Common metrics and what they mean

  • Market Capitalization: Share price times shares outstanding. Simple measure of equity value.
  • Enterprise Value (EV): Market cap + debt - cash. Shows total company value regardless of capital structure.
  • P/E Ratio: Price / Earnings. How many years of earnings the market pays for a share.
  • EV/EBITDA: Compares enterprise value to operating cash margin.
  • Price/Sales: Useful when profits are small or negative.

Simple DCF example

You expect free cash flow next five years to be: 2, 3, 4, 5, 6 million. Terminal value at year 5 = Year 6 cash flow / (discount rate - growth rate) Assume year 6 cash flow = 6.5 million, discount rate = 10% (0.10), growth = 3% (0.03). Terminal value = 6.5 / (0.10 - 0.03) = 92.86 million.

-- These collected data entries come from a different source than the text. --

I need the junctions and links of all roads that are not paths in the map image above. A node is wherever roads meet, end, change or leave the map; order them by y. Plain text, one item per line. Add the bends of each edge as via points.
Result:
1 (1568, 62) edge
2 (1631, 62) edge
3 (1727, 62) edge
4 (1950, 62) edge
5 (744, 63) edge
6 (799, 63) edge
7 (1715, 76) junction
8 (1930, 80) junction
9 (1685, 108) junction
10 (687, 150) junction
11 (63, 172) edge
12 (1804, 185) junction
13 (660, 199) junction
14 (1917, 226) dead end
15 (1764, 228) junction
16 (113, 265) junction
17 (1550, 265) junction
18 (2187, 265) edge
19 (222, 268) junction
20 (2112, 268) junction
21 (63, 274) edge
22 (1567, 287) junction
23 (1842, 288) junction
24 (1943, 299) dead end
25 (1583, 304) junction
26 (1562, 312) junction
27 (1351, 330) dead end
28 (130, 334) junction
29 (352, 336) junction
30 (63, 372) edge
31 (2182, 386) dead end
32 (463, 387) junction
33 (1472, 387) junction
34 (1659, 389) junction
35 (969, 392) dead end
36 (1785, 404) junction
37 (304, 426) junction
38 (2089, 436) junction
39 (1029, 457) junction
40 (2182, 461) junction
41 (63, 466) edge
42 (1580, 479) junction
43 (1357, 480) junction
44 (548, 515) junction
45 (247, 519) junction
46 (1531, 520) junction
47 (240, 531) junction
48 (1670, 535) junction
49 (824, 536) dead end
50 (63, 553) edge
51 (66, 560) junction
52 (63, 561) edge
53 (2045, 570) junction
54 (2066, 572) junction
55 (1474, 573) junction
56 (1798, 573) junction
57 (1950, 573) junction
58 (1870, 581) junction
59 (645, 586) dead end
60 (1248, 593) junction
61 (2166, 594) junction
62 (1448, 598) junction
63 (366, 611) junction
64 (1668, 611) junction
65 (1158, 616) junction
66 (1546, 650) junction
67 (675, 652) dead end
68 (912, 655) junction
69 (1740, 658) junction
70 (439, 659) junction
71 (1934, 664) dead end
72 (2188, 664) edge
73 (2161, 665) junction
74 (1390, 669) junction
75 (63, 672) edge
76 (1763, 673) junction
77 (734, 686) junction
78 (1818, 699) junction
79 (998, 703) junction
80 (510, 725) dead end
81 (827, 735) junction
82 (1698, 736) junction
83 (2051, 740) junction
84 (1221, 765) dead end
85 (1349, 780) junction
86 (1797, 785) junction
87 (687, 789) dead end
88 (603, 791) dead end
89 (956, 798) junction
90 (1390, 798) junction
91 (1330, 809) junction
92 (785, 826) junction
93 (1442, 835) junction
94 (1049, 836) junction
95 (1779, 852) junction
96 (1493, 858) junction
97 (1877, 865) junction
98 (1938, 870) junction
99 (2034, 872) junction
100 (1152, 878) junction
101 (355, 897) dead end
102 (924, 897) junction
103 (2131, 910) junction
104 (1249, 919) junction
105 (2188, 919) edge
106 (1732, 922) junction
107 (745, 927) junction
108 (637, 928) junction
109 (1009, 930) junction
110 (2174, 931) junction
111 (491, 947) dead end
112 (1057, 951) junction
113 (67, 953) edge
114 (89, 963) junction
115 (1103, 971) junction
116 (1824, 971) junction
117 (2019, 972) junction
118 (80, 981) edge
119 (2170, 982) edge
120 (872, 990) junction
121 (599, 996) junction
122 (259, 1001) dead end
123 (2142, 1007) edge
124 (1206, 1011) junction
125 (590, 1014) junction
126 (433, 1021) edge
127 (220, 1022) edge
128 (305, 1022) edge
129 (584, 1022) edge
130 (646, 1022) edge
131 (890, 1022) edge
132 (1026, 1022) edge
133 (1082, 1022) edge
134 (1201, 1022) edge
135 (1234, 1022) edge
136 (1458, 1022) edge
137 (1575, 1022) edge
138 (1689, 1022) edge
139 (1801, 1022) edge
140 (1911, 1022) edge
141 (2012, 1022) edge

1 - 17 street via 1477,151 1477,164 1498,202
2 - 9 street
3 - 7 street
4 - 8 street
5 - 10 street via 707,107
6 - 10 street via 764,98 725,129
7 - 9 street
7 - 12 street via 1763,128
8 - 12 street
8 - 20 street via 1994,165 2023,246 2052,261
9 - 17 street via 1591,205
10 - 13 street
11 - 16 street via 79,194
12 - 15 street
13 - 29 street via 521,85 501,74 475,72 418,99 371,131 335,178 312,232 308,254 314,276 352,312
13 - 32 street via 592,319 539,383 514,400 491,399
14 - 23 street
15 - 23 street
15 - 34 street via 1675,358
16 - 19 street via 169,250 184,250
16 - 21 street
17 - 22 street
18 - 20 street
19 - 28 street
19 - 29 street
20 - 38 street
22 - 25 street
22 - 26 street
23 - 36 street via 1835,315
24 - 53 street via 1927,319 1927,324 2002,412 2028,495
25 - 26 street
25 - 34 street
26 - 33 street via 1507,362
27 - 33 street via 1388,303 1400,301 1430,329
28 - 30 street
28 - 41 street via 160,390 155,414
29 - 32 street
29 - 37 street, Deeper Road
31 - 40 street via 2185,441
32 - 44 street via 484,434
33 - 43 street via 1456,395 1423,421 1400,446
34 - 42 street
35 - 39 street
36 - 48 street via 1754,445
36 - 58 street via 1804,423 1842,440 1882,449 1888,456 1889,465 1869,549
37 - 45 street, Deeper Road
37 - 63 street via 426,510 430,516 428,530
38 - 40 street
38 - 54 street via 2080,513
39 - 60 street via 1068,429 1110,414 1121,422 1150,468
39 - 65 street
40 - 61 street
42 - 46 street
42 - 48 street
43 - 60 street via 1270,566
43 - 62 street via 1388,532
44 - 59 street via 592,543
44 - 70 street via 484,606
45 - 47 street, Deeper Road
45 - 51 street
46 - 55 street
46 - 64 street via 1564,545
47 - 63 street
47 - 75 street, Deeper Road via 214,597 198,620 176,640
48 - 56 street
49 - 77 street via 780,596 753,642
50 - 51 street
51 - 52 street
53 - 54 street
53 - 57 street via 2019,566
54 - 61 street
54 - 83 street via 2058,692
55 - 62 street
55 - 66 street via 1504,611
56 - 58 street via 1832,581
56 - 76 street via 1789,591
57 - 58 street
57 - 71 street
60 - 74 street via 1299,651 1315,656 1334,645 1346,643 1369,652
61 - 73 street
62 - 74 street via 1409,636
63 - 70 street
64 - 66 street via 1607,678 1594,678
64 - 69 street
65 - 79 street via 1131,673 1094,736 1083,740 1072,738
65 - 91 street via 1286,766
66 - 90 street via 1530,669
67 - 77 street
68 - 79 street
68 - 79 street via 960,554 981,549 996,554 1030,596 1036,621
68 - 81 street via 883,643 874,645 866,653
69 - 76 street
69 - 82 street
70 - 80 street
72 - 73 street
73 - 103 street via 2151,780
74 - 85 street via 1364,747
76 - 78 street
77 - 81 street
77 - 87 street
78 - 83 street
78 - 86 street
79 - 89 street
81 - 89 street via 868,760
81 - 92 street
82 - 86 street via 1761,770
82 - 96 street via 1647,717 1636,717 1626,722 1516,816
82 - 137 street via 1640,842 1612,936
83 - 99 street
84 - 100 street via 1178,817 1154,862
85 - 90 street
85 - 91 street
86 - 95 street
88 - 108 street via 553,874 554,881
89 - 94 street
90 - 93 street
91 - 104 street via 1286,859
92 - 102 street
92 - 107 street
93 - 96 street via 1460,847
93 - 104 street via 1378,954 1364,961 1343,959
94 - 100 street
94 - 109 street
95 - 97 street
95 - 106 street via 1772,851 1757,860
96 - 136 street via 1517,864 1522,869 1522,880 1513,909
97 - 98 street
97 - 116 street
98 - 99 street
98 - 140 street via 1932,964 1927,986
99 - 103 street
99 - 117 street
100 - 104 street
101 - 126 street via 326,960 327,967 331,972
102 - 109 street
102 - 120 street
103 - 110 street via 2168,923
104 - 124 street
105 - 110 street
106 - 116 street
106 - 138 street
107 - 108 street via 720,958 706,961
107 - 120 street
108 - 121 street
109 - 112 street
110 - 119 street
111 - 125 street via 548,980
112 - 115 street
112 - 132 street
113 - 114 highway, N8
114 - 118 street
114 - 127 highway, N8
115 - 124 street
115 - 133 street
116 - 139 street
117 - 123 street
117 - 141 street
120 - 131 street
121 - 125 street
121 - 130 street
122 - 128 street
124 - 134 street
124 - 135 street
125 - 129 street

Discount each cash flow at 10%: Year 1: 2 / 1.10 = 1.82 Year 2: 3 / 1.10^2 = 2.48 Year 3: 4 / 1.10^3 = 3.01 Year 4: 5 / 1.10^4 = 3.42 Year 5 cash flow plus terminal value: (6 + 92.86) / 1.10^5 = 60.66 Sum = 71.39 million

That 71.39 million is the enterprise value from this DCF. You would subtract debt and add cash to get equity value.

Common mistakes to avoid

  • Blindly trusting one method. Use at least two and compare.
  • Using bad peers for comparables. Peer choice matters.
  • Ignoring the capital structure when moving between enterprise value and equity value.
  • Using optimistic growth without evidence.
  • Forgetting sensitivity analysis. Small changes can swing value a lot.

Practical steps to do a valuation

  1. Gather financial statements for at least three years.
  2. Normalize earnings for unusual items.
  3. Forecast cash flows and choose a terminal method.
  4. Select a discount rate or cost of capital.
  5. Build a DCF and at least one multiples valuation.
  6. Run sensitivity tests on growth and discount rate.
  7. Explain assumptions clearly. Good assumptions make the result credible.

When to use each method

  • Use DCF when you can forecast cash flows and want an intrinsic value.
  • Use comparables when you need a quick market reality check.
  • Use precedent transactions when planning to sell.
  • Use asset-based when liquidation or asset-heavy firms are involved.

Final thought

Valuation is part math and part judgment. It tells you a fair range, not an exact number. The best valuations are clear about assumptions and show how results change if assumptions change. That makes them useful for decisions.